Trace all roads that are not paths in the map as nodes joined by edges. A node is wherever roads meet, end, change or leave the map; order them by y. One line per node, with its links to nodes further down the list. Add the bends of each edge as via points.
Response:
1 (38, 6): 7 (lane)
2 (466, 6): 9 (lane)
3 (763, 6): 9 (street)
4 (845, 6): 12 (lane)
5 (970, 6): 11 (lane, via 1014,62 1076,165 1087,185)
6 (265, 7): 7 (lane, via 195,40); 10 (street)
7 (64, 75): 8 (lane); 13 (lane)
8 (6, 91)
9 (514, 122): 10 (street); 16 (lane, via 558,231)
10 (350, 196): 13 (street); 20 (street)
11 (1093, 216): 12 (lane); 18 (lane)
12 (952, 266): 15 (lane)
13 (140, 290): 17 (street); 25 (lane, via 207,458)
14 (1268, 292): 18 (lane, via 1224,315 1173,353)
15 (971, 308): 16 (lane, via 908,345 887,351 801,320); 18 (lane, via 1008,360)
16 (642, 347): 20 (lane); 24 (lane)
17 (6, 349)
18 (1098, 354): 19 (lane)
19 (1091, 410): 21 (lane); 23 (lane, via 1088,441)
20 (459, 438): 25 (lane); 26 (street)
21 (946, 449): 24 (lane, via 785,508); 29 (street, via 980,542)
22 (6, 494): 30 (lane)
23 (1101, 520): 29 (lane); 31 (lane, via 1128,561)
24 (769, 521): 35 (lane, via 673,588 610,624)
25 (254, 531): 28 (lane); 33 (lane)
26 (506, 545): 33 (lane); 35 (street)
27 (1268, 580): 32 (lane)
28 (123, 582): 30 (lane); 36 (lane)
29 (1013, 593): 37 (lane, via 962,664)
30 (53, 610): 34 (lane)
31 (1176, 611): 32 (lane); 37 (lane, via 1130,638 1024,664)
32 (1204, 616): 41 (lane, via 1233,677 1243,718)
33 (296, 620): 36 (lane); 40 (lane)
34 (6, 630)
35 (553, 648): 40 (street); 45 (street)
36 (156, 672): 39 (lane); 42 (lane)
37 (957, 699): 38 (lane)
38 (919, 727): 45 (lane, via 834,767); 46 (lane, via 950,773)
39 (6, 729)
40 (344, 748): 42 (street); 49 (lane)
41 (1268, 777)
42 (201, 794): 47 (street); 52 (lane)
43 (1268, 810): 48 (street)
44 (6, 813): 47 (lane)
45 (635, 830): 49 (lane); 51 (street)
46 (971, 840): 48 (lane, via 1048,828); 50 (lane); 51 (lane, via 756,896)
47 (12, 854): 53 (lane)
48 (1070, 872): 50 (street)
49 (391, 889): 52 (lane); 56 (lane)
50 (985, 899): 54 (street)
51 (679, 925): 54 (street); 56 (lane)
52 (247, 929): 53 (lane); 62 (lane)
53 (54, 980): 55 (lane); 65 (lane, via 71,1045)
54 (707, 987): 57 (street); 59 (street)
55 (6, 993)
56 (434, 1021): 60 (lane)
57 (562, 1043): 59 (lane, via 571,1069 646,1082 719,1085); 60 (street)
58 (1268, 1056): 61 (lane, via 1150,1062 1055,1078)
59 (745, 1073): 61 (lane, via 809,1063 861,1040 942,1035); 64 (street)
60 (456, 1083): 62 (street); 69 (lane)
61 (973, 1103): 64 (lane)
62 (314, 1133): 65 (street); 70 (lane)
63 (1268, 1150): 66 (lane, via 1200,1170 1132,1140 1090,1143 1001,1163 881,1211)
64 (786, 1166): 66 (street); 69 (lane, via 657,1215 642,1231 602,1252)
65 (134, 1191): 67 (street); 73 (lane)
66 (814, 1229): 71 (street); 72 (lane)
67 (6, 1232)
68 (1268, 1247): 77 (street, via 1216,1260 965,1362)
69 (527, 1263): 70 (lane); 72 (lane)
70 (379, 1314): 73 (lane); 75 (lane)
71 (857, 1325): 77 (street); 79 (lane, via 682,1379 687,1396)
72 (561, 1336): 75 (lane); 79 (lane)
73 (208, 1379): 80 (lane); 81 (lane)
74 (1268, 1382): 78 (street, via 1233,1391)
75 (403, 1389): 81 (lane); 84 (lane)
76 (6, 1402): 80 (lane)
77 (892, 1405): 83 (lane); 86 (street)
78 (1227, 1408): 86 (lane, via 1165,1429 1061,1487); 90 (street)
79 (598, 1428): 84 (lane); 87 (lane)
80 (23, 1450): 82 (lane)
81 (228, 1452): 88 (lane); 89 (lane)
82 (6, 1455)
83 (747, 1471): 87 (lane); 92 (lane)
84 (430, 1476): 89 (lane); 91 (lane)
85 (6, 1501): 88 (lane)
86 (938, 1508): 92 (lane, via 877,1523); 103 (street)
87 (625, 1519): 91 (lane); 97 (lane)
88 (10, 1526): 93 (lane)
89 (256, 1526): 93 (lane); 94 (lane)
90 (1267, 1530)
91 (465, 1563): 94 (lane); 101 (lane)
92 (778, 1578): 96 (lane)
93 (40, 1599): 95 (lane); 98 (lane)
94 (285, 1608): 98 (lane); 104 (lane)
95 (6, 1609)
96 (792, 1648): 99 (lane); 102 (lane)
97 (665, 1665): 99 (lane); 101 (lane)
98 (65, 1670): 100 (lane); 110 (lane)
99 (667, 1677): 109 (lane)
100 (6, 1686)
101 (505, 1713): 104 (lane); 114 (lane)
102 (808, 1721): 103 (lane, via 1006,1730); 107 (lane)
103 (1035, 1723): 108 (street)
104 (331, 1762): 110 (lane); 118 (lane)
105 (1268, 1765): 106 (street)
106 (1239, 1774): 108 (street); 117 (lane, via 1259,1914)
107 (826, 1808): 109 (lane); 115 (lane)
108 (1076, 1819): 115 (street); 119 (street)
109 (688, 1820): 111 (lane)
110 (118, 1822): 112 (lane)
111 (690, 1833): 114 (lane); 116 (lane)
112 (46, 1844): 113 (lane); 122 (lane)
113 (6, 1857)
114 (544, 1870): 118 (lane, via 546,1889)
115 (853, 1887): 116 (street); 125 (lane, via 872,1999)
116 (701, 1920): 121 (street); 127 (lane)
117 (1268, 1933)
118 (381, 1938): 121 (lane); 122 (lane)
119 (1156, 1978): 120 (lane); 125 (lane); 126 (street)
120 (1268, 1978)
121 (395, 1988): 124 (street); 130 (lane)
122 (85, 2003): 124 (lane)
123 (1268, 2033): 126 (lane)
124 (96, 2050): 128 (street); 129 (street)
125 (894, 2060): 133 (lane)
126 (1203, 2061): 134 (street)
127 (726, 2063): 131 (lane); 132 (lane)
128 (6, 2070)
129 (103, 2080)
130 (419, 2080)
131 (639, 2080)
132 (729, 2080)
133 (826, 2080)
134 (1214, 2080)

____________________

## What you have to do:
Nothing in the records may change. Print all of them.

## Task solution:
Trace all roads that are not paths in the map as nodes joined by edges. A node is wherever roads meet, end, change or leave the map; order them by y. One line per node, with its links to nodes further down the list. Add the bends of each edge as via points.
Response:
1 (38, 6): 7 (lane)
2 (466, 6): 9 (lane)
3 (763, 6): 9 (street)
4 (845, 6): 12 (lane)
5 (970, 6): 11 (lane, via 1014,62 1076,165 1087,185)
6 (265, 7): 7 (lane, via 195,40); 10 (street)
7 (64, 75): 8 (lane); 13 (lane)
8 (6, 91)
9 (514, 122): 10 (street); 16 (lane, via 558,231)
10 (350, 196): 13 (street); 20 (street)
11 (1093, 216): 12 (lane); 18 (lane)
12 (952, 266): 15 (lane)
13 (140, 290): 17 (street); 25 (lane, via 207,458)
14 (1268, 292): 18 (lane, via 1224,315 1173,353)
15 (971, 308): 16 (lane, via 908,345 887,351 801,320); 18 (lane, via 1008,360)
16 (642, 347): 20 (lane); 24 (lane)
17 (6, 349)
18 (1098, 354): 19 (lane)
19 (1091, 410): 21 (lane); 23 (lane, via 1088,441)
20 (459, 438): 25 (lane); 26 (street)
21 (946, 449): 24 (lane, via 785,508); 29 (street, via 980,542)
22 (6, 494): 30 (lane)
23 (1101, 520): 29 (lane); 31 (lane, via 1128,561)
24 (769, 521): 35 (lane, via 673,588 610,624)
25 (254, 531): 28 (lane); 33 (lane)
26 (506, 545): 33 (lane); 35 (street)
27 (1268, 580): 32 (lane)
28 (123, 582): 30 (lane); 36 (lane)
29 (1013, 593): 37 (lane, via 962,664)
30 (53, 610): 34 (lane)
31 (1176, 611): 32 (lane); 37 (lane, via 1130,638 1024,664)
32 (1204, 616): 41 (lane, via 1233,677 1243,718)
33 (296, 620): 36 (lane); 40 (lane)
34 (6, 630)
35 (553, 648): 40 (street); 45 (street)
36 (156, 672): 39 (lane); 42 (lane)
37 (957, 699): 38 (lane)
38 (919, 727): 45 (lane, via 834,767); 46 (lane, via 950,773)
39 (6, 729)
40 (344, 748): 42 (street); 49 (lane)
41 (1268, 777)
42 (201, 794): 47 (street); 52 (lane)
43 (1268, 810): 48 (street)
44 (6, 813): 47 (lane)
45 (635, 830): 49 (lane); 51 (street)
46 (971, 840): 48 (lane, via 1048,828); 50 (lane); 51 (lane, via 756,896)
47 (12, 854): 53 (lane)
48 (1070, 872): 50 (street)
49 (391, 889): 52 (lane); 56 (lane)
50 (985, 899): 54 (street)
51 (679, 925): 54 (street); 56 (lane)
52 (247, 929): 53 (lane); 62 (lane)
53 (54, 980): 55 (lane); 65 (lane, via 71,1045)
54 (707, 987): 57 (street); 59 (street)
55 (6, 993)
56 (434, 1021): 60 (lane)
57 (562, 1043): 59 (lane, via 571,1069 646,1082 719,1085); 60 (street)
58 (1268, 1056): 61 (lane, via 1150,1062 1055,1078)
59 (745, 1073): 61 (lane, via 809,1063 861,1040 942,1035); 64 (street)
60 (456, 1083): 62 (street); 69 (lane)
61 (973, 1103): 64 (lane)
62 (314, 1133): 65 (street); 70 (lane)
63 (1268, 1150): 66 (lane, via 1200,1170 1132,1140 1090,1143 1001,1163 881,1211)
64 (786, 1166): 66 (street); 69 (lane, via 657,1215 642,1231 602,1252)
65 (134, 1191): 67 (street); 73 (lane)
66 (814, 1229): 71 (street); 72 (lane)
67 (6, 1232)
68 (1268, 1247): 77 (street, via 1216,1260 965,1362)
69 (527, 1263): 70 (lane); 72 (lane)
70 (379, 1314): 73 (lane); 75 (lane)
71 (857, 1325): 77 (street); 79 (lane, via 682,1379 687,1396)
72 (561, 1336): 75 (lane); 79 (lane)
73 (208, 1379): 80 (lane); 81 (lane)
74 (1268, 1382): 78 (street, via 1233,1391)
75 (403, 1389): 81 (lane); 84 (lane)
76 (6, 1402): 80 (lane)
77 (892, 1405): 83 (lane); 86 (street)
78 (1227, 1408): 86 (lane, via 1165,1429 1061,1487); 90 (street)
79 (598, 1428): 84 (lane); 87 (lane)
80 (23, 1450): 82 (lane)
81 (228, 1452): 88 (lane); 89 (lane)
82 (6, 1455)
83 (747, 1471): 87 (lane); 92 (lane)
84 (430, 1476): 89 (lane); 91 (lane)
85 (6, 1501): 88 (lane)
86 (938, 1508): 92 (lane, via 877,1523); 103 (street)
87 (625, 1519): 91 (lane); 97 (lane)
88 (10, 1526): 93 (lane)
89 (256, 1526): 93 (lane); 94 (lane)
90 (1267, 1530)
91 (465, 1563): 94 (lane); 101 (lane)
92 (778, 1578): 96 (lane)
93 (40, 1599): 95 (lane); 98 (lane)
94 (285, 1608): 98 (lane); 104 (lane)
95 (6, 1609)
96 (792, 1648): 99 (lane); 102 (lane)
97 (665, 1665): 99 (lane); 101 (lane)
98 (65, 1670): 100 (lane); 110 (lane)
99 (667, 1677): 109 (lane)
100 (6, 1686)
101 (505, 1713): 104 (lane); 114 (lane)
102 (808, 1721): 103 (lane, via 1006,1730); 107 (lane)
103 (1035, 1723): 108 (street)
104 (331, 1762): 110 (lane); 118 (lane)
105 (1268, 1765): 106 (street)
106 (1239, 1774): 108 (street); 117 (lane, via 1259,1914)
107 (826, 1808): 109 (lane); 115 (lane)
108 (1076, 1819): 115 (street); 119 (street)
109 (688, 1820): 111 (lane)
110 (118, 1822): 112 (lane)
111 (690, 1833): 114 (lane); 116 (lane)
112 (46, 1844): 113 (lane); 122 (lane)
113 (6, 1857)
114 (544, 1870): 118 (lane, via 546,1889)
115 (853, 1887): 116 (street); 125 (lane, via 872,1999)
116 (701, 1920): 121 (street); 127 (lane)
117 (1268, 1933)
118 (381, 1938): 121 (lane); 122 (lane)
119 (1156, 1978): 120 (lane); 125 (lane); 126 (street)
120 (1268, 1978)
121 (395, 1988): 124 (street); 130 (lane)
122 (85, 2003): 124 (lane)
123 (1268, 2033): 126 (lane)
124 (96, 2050): 128 (street); 129 (street)
125 (894, 2060): 133 (lane)
126 (1203, 2061): 134 (street)
127 (726, 2063): 131 (lane); 132 (lane)
128 (6, 2070)
129 (103, 2080)
130 (419, 2080)
131 (639, 2080)
132 (729, 2080)
133 (826, 2080)
134 (1214, 2080)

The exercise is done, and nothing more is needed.